Every Oakshire kettle-soured beer is an experiment. Each new ale uses a different fruit, malt bill and hop profile.
Maybe it makes sense given Oakshire—which today becomes the first-ever Eugene brewery to land a beer in our annual top 10 list—does things much the same way as they're done in a high-school chemistry class.
Head brewer Tyler West puts a bubbling mass of dry ice into the sealed brew kettles before adding Nancy's yogurt, then holds it at a very specific temperature for 24 hours.
"It really helps us purge out all the oxygen," he says. "When we were starting out, we realized there was a need to keep as much oxygen out at possible."
That attention to detail—and four pureed and juiced cucumbers per barrel—is how Oakshire's Sun Made Cucumber Berliner Weisse became the perfect beer of summer 2015.
A pale, tart wheat ale with a fizzy Champagne-like carbonation and a fleeting white head, the beer rode the nerve highway between your tongue and heart with reckless, melon-flavored abandon.

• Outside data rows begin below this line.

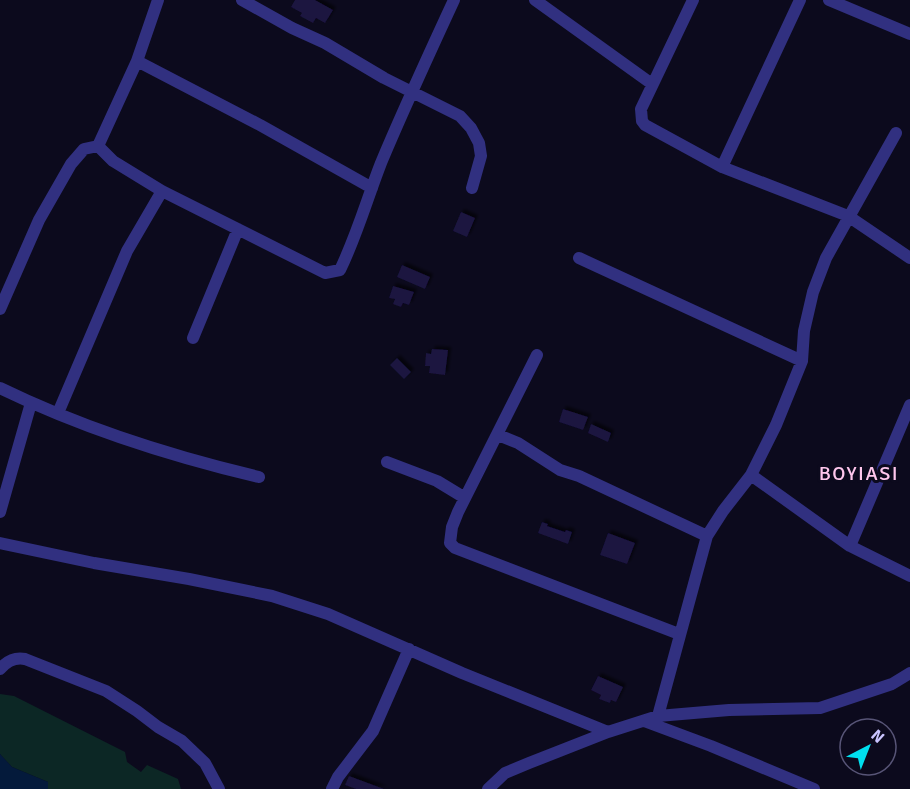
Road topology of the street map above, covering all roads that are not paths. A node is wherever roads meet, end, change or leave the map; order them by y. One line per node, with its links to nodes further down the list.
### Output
1 (158, 0): 9 (street)
2 (242, 0): 11 (street)
3 (454, 0): 11 (street)
4 (535, 0): 10 (street)
5 (693, 0): 10 (street)
6 (800, 0): 14 (street)
7 (829, 0): 8 (street)
8 (910, 34)
9 (136, 61): 13 (street); 15 (street)
10 (652, 84): 14 (street)
11 (412, 90): 15 (street); 16 (street)
12 (896, 133): 18 (street)
13 (98, 146): 17 (street); 22 (street)
14 (722, 167): 18 (street)
15 (372, 188): 19 (street)
16 (472, 188)
17 (162, 191): 19 (street); 29 (street)
18 (848, 216): 21 (street); 25 (street)
19 (238, 229): 23 (street)
20 (579, 258): 25 (street)
21 (910, 258)
22 (0, 309)
23 (193, 338)
24 (537, 355): 30 (street)
25 (802, 361): 32 (street)
26 (0, 388): 27 (street)
27 (31, 403): 29 (street); 35 (street)
28 (910, 405): 38 (street)
29 (58, 413): 33 (street)
30 (498, 435): 34 (street); 36 (street)
31 (387, 462): 34 (street)
32 (751, 475): 36 (street); 38 (street)
33 (259, 477)
34 (465, 498): 40 (street)
35 (0, 512)
36 (707, 536): 40 (street)
37 (0, 543): 41 (street)
38 (850, 546): 39 (street)
39 (910, 576)
40 (679, 634): 44 (street)
41 (409, 649): 46 (street); 48 (street)
42 (0, 669): 47 (street)
43 (910, 674): 44 (street)
44 (658, 716): 45 (street)
45 (644, 721): 46 (street); 50 (street)
46 (608, 732): 49 (street)
47 (219, 789)
48 (332, 789)
49 (488, 789)
50 (814, 789)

With a special blend of wheat and pale malts and a smattering of a new variety of "really bitchin'" German hops renowned for their cantaloupelike flavors, the beer is perfectly fruity, light and thirst-quenching.

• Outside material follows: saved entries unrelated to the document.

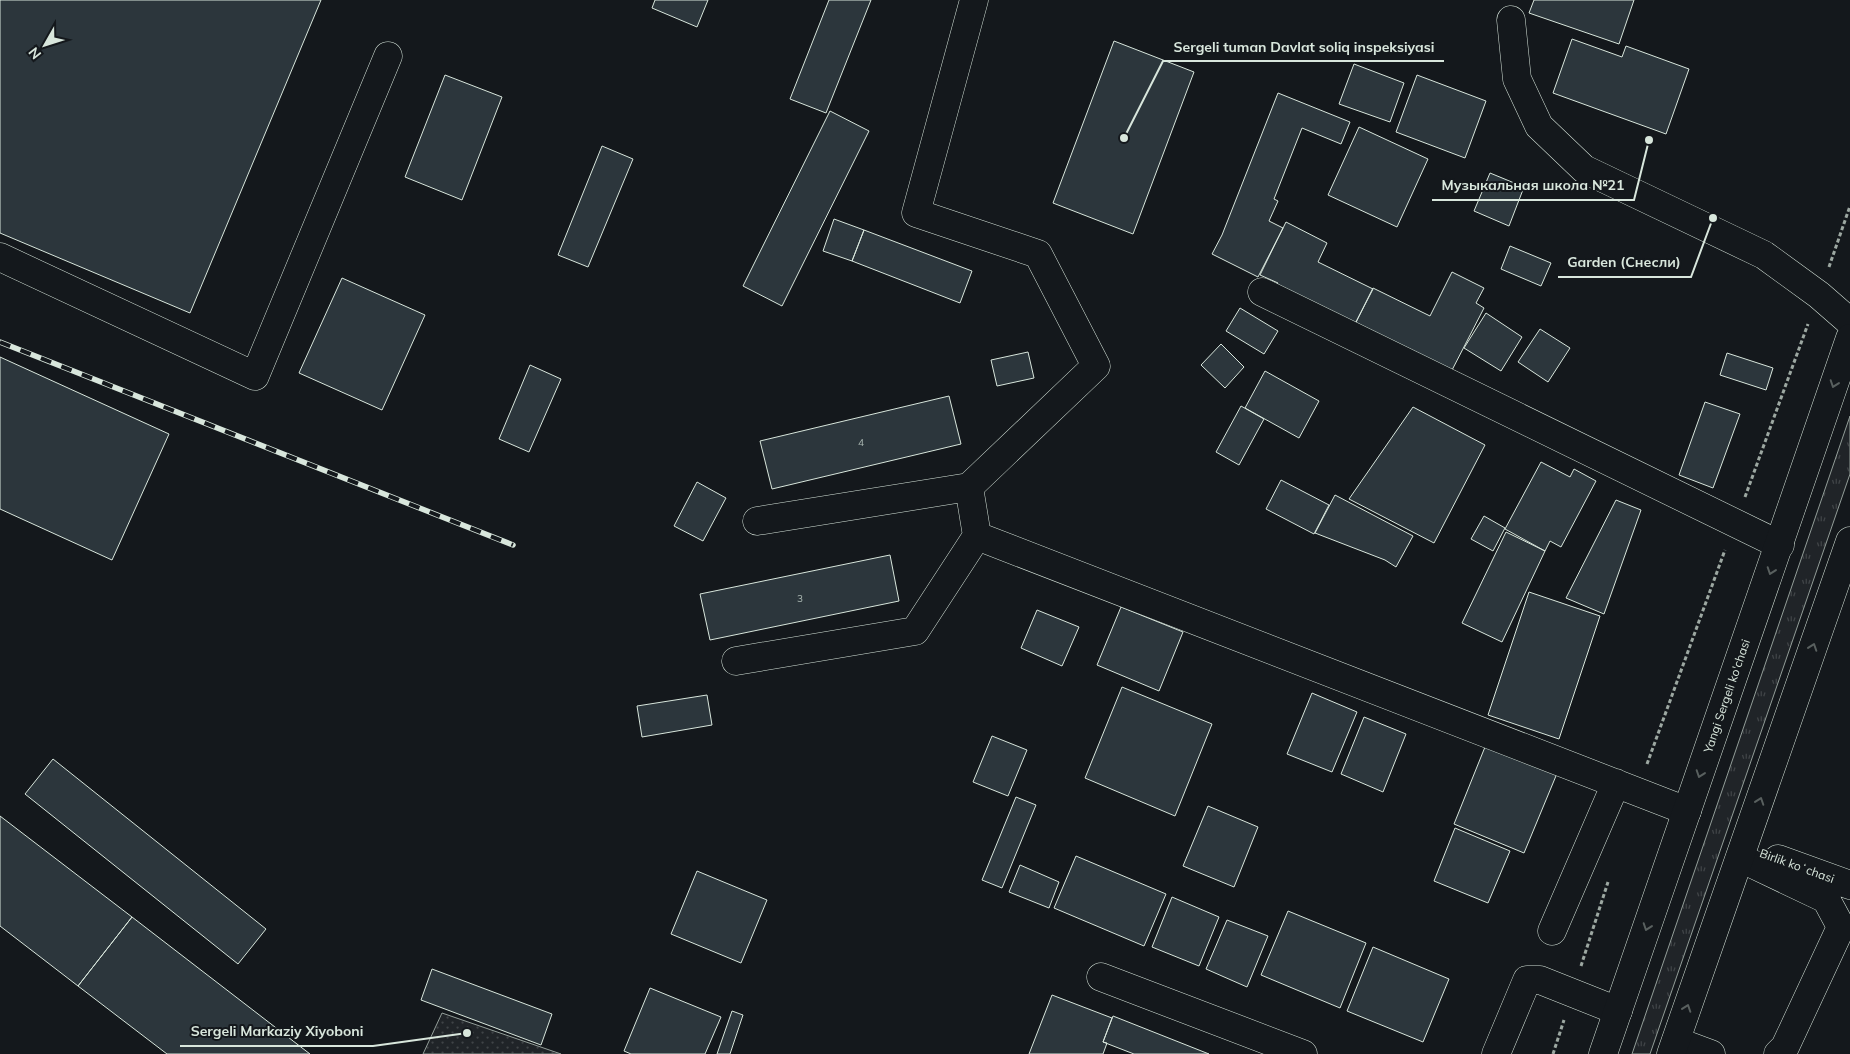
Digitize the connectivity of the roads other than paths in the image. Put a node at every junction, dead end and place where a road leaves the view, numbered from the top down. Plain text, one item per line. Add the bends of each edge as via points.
1 (974, 0) edge
2 (1510, 20) dead end
3 (388, 56) dead end
4 (0, 257) edge
5 (1262, 292) dead end
6 (1850, 322) edge
7 (1850, 338) edge
8 (969, 487) junction
9 (757, 521) dead end
10 (977, 536) junction
11 (1850, 541) edge
12 (1780, 545) junction
13 (736, 661) dead end
14 (1627, 787) junction
15 (1687, 811) junction
16 (1742, 852) junction
17 (1850, 885) edge
18 (1552, 931) dead end
19 (1101, 977) dead end
20 (1618, 1011) junction
21 (1674, 1047) edge
22 (1303, 1054) edge
23 (1496, 1054) edge
24 (1603, 1054) edge
25 (1711, 1054) edge
26 (1778, 1054) edge

1 - 8 main road via 916,212 1038,254 1096,366
2 - 6 main road via 1517,79 1539,126 1584,169 1764,255
3 - 4 main road via 255,376
5 - 12 main road
7 -> 12 main road, Yangi Sergeli ko'chasi
8 - 9 main road
8 - 10 main road
10 - 13 main road via 915,631
10 - 14 main road
16 -> 11 main road
12 -> 15 main road, Yangi Sergeli ko'chasi
14 - 15 main road
14 - 18 main road
15 -> 20 main road, Yangi Sergeli ko'chasi
16 - 17 main road, Birlik koʻchasi
21 -> 16 main road
16 - 26 main road via 1826,899 1841,927 1785,1047
19 - 22 main road
20 - 23 main road via 1540,980 1527,980
20 - 24 main road, Yangi Sergeli ko'chasi
21 - 25 main road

Among those who got a taste of one of the two batches the brewery produced, we're probably not alone in wishing for a swimming pool full of it.
More traditional German Berliner Weisse has historically evoked equally passionate responses. When faced with a tart, Southern German wheat beer during his time there, Napoleon famously called the thirst-quenching brew the "Champagne of the North."

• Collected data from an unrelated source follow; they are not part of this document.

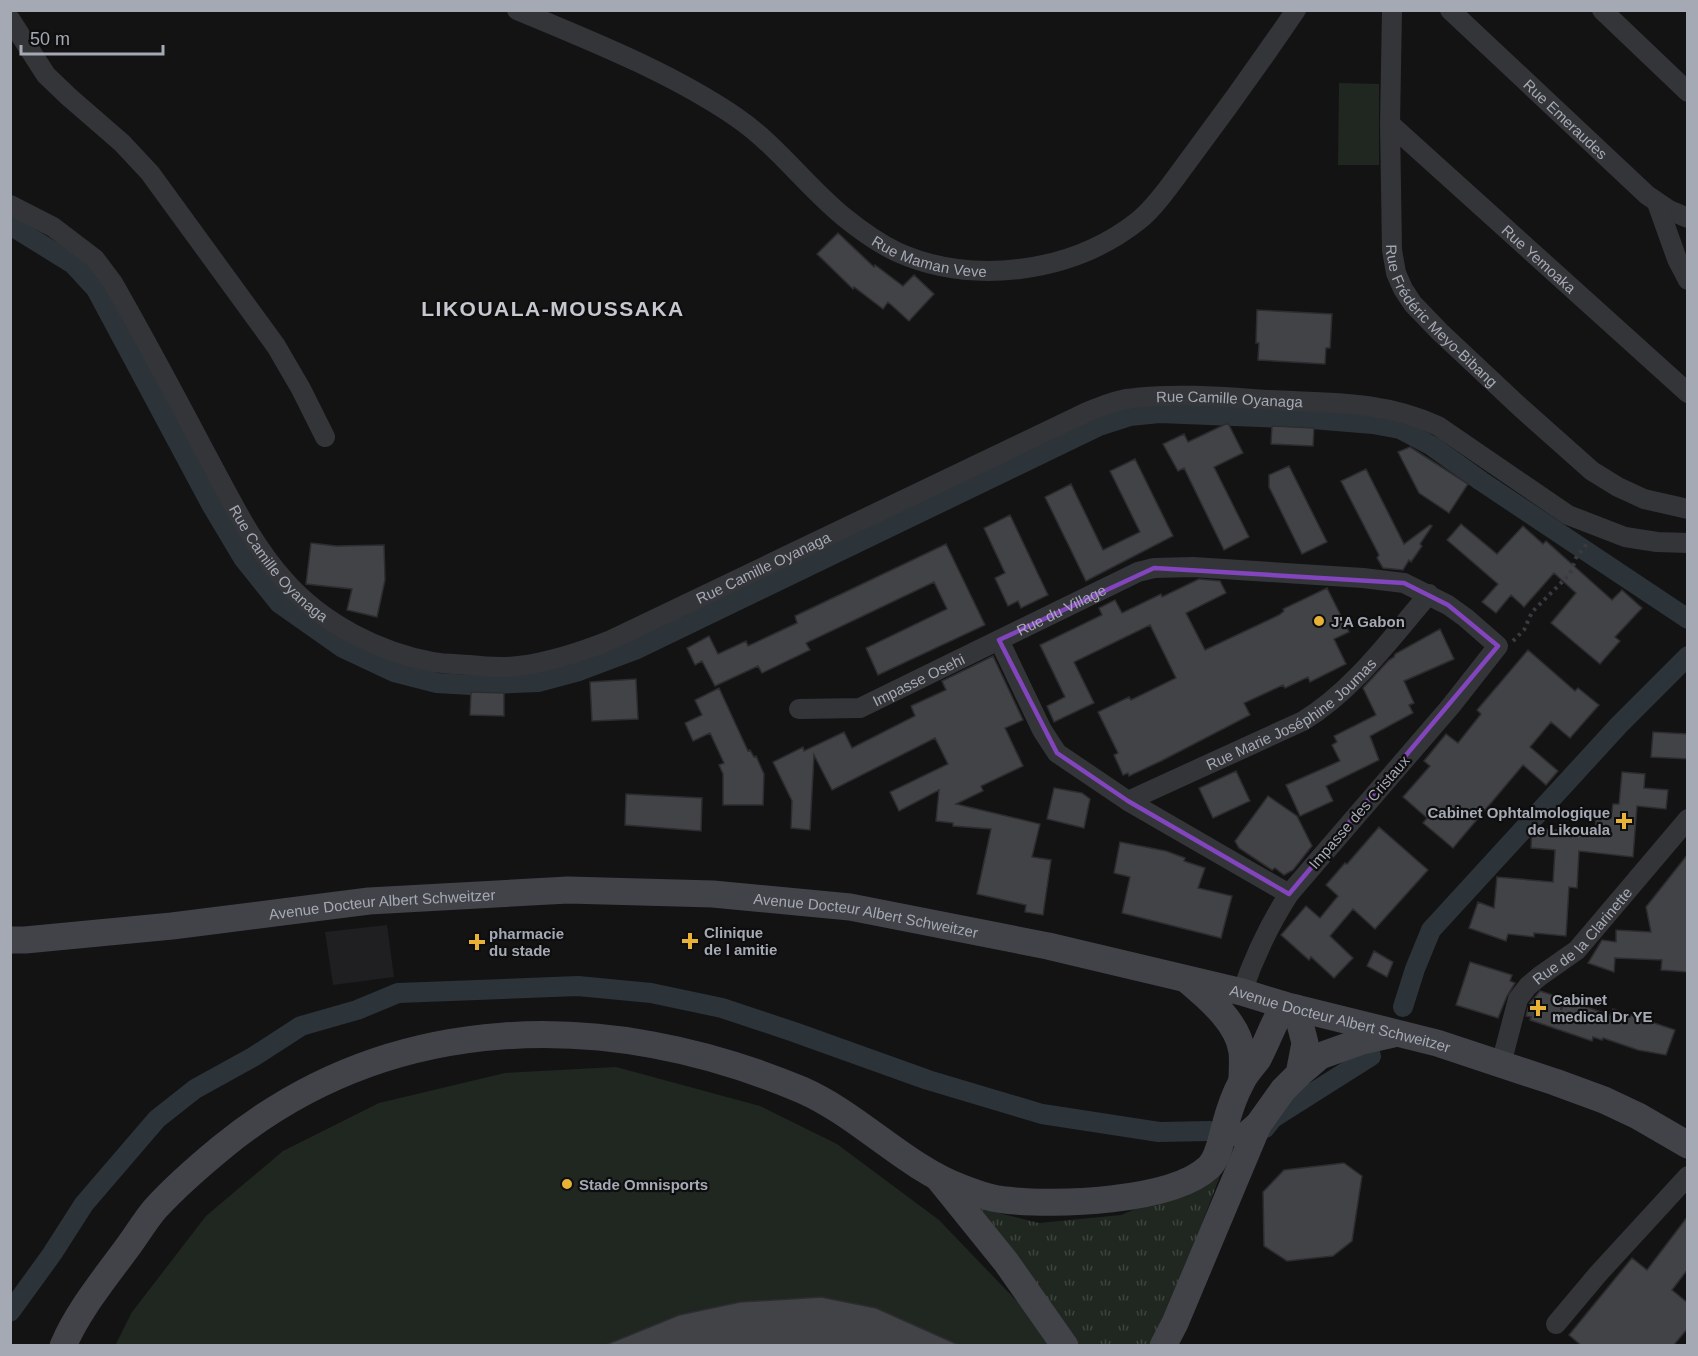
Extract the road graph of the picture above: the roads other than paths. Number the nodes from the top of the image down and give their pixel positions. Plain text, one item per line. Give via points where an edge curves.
1 (517, 10) edge
2 (1296, 10) edge
3 (1392, 10) edge
4 (1450, 10) edge
5 (1602, 10) edge
6 (10, 19) edge
7 (1688, 92) edge
8 (1390, 124) junction
9 (1657, 202) junction
10 (10, 205) edge
11 (1688, 218) edge
12 (1688, 280) edge
13 (1688, 393) edge
14 (325, 436) dead end
15 (1688, 509) edge
16 (1688, 543) edge
17 (1429, 594) junction
18 (999, 640) junction
19 (1498, 646) joint
20 (799, 709) dead end
21 (1128, 801) junction
22 (1688, 819) edge
23 (1289, 894) junction
24 (10, 940) edge
25 (1186, 979) junction
26 (1242, 992) junction
27 (1290, 1006) junction
28 (1395, 1033) junction
29 (1502, 1064) junction
30 (1299, 1074) junction
31 (1242, 1081) junction
32 (1258, 1125) junction
33 (1688, 1145) edge
34 (1216, 1156) junction
35 (1688, 1176) edge
36 (937, 1178) junction
37 (1556, 1324) dead end
38 (63, 1346) edge
39 (1065, 1346) edge
40 (1163, 1346) edge

1 - 2 street, Rue Maman Veve via 662,74 711,101 762,138 842,216 897,252 957,268 1015,270 1066,260 1139,221 1211,131
3 - 8 street, Rue Frédéric Meyo-Bibang
4 - 9 street, Rue Emeraudes
5 - 7 street
6 - 14 street via 46,75 150,173 276,346
8 - 13 street, Rue Yemoaka
8 - 15 street, Rue Frédéric Meyo-Bibang via 1392,250 1396,273 1413,304 1512,400 1593,471 1644,499
9 - 11 street, Rue Emeraudes
9 - 12 street
10 - 16 street, Rue Camille Oyanaga via 53,227 95,259 107,275 239,515 286,582 340,627 372,643 434,662 519,666 579,653 1087,412 1134,398 1209,396 1356,404 1415,415 1438,426 1568,515 1625,537
17 - 18 street, Rue du Village via 1404,583 1363,578 1154,568 1138,572
17 - 19 street, Rue du Village via 1466,618
17 - 21 street, Rue Marie Joséphine Joumas via 1341,694 1323,709
18 - 20 street, Impasse Osehi via 860,708
18 - 21 street, Rue du Village via 1041,730 1058,753
19 - 23 street, Impasse des Cristaux
21 - 23 street, Rue du Village
22 - 29 street, Rue de la Clarinette via 1577,950 1540,976 1518,999
23 - 26 street, Impasse des Cristaux via 1269,925
24 - 25 main road, Avenue Docteur Albert Schweitzer via 172,926 369,901 568,891 701,893 850,907 1048,946
25 - 26 main road, Avenue Docteur Albert Schweitzer
25 - 31 main road via 1233,1029 1242,1050
26 - 27 main road, Avenue Docteur Albert Schweitzer
27 - 28 main road, Avenue Docteur Albert Schweitzer
27 - 30 main road via 1305,1042
27 - 31 main road
28 - 29 main road, Avenue Docteur Albert Schweitzer
28 - 30 main road via 1320,1056
29 - 33 main road, Avenue Docteur Albert Schweitzer via 1604,1100
30 - 32 main road
31 - 34 main road
32 - 34 main road
32 - 40 main road
34 - 36 main road via 1209,1167 1174,1186 1083,1202 1001,1200
35 - 37 street
36 - 38 main road via 826,1102 780,1082 688,1052 589,1035 529,1035 419,1047 369,1062 293,1097 243,1130 198,1167 155,1209 82,1309
36 - 39 main road via 1006,1262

For West, who was initially skeptical about brewing with cucumbers, the first batch was a revelation in a glass.
"About three to four days into the bright tank it became clear," he says, "that this thing was going to be something worth talking about."
And as the brewery continues to develop new flavors to infuse with its increasingly noteworthy sour and wild ale program, Sun Made is a high-water mark West plans to revisit during this year's warmest months.
"I don't know how much, and I don't know when it's gonna be released," says the brewer, "but I know we're gonna be peeling cucumbers."